### Dataset excerpts:
Content starts
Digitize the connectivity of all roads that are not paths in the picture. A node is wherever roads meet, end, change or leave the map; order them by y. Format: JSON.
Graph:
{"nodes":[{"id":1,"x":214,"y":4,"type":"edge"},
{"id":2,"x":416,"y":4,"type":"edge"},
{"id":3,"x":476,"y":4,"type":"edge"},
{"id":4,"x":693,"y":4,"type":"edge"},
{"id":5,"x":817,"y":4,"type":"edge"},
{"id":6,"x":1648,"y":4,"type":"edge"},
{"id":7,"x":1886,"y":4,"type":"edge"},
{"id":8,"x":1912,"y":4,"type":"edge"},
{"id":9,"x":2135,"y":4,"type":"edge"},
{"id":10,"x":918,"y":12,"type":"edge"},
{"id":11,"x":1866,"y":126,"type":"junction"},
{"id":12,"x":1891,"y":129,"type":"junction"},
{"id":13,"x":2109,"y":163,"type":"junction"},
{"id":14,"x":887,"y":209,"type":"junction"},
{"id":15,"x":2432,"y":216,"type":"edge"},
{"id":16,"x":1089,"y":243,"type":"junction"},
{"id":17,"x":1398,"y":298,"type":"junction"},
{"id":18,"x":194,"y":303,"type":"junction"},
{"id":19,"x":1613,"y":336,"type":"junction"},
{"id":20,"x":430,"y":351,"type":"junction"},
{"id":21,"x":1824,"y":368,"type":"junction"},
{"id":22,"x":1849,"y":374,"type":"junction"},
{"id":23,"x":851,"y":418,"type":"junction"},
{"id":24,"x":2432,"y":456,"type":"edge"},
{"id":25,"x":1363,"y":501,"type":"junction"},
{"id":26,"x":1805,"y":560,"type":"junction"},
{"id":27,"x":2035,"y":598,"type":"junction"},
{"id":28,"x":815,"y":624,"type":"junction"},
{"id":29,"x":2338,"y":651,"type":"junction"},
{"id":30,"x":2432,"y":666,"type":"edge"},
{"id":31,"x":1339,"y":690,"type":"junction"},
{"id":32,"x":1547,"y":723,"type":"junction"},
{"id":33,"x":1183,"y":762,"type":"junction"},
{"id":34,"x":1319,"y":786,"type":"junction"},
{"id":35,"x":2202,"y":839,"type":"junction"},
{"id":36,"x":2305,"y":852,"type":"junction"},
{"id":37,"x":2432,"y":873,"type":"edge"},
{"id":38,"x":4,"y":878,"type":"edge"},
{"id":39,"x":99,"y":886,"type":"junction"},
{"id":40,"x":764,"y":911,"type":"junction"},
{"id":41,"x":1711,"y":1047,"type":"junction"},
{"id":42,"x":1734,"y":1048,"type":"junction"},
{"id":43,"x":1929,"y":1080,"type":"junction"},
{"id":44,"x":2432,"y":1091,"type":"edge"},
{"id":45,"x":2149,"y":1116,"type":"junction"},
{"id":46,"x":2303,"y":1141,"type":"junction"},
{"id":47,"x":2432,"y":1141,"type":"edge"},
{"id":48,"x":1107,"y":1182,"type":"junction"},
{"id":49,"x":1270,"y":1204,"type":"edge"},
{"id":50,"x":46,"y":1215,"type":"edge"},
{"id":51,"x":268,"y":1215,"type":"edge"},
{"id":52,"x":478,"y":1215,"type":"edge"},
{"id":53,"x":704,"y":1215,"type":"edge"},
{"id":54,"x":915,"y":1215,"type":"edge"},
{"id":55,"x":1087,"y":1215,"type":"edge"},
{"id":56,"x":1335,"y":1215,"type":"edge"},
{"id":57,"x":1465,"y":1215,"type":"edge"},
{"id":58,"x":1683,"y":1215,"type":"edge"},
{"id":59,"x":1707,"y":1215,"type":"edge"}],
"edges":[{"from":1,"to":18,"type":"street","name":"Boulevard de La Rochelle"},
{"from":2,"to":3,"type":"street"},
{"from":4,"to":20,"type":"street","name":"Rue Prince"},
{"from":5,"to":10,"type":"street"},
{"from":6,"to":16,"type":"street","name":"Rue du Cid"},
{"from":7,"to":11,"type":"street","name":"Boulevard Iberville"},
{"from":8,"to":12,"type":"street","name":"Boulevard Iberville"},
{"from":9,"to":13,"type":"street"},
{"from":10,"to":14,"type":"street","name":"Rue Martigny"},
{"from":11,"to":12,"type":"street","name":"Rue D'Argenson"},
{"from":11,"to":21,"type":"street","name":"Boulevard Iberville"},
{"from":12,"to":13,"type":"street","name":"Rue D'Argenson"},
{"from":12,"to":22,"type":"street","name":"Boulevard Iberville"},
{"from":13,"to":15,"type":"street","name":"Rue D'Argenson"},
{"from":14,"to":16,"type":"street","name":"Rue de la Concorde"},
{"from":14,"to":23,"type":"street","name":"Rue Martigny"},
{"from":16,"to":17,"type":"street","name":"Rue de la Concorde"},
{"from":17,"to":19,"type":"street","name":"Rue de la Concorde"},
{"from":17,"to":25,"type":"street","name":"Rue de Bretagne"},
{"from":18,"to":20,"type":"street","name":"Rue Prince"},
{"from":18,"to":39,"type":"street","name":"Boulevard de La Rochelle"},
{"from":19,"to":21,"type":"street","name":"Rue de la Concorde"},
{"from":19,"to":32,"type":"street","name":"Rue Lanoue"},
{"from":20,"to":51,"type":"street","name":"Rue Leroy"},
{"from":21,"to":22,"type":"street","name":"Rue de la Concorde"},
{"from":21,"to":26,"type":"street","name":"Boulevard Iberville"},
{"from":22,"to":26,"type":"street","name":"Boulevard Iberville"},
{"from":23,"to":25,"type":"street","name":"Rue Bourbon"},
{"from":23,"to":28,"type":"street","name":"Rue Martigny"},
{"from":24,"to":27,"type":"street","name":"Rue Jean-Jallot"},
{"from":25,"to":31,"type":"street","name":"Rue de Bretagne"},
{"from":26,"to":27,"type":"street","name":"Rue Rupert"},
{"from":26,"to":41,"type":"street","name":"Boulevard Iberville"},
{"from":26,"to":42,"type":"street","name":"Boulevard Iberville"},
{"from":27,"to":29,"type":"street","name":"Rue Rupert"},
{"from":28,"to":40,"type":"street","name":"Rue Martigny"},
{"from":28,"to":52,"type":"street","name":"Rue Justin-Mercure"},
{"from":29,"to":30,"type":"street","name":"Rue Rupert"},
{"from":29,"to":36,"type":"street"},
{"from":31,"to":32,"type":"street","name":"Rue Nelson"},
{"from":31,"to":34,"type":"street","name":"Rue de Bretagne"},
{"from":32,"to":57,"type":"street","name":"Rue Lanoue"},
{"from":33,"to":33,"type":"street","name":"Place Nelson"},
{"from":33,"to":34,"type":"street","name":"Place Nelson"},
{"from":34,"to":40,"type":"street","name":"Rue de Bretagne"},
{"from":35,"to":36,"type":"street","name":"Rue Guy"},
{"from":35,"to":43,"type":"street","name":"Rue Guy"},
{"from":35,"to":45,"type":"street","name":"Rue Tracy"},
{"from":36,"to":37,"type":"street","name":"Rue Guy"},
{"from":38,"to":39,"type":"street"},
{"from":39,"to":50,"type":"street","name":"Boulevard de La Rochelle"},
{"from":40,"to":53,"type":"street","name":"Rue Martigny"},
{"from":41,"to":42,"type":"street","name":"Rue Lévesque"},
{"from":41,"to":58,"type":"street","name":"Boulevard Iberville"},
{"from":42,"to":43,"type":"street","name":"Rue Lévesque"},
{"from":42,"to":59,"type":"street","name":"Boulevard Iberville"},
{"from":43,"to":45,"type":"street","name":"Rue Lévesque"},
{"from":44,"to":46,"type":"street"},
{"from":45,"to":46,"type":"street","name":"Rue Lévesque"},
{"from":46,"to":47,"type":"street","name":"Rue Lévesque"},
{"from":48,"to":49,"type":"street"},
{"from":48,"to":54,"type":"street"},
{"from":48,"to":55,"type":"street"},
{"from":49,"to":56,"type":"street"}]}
Content ends
### Task instructions:
Whenever a line in the entries above includes the word "Nelson", pull that line out.

### Output for this task:
{"from":31,"to":32,"type":"street","name":"Rue Nelson"},
{"from":33,"to":33,"type":"street","name":"Place Nelson"},
{"from":33,"to":34,"type":"street","name":"Place Nelson"},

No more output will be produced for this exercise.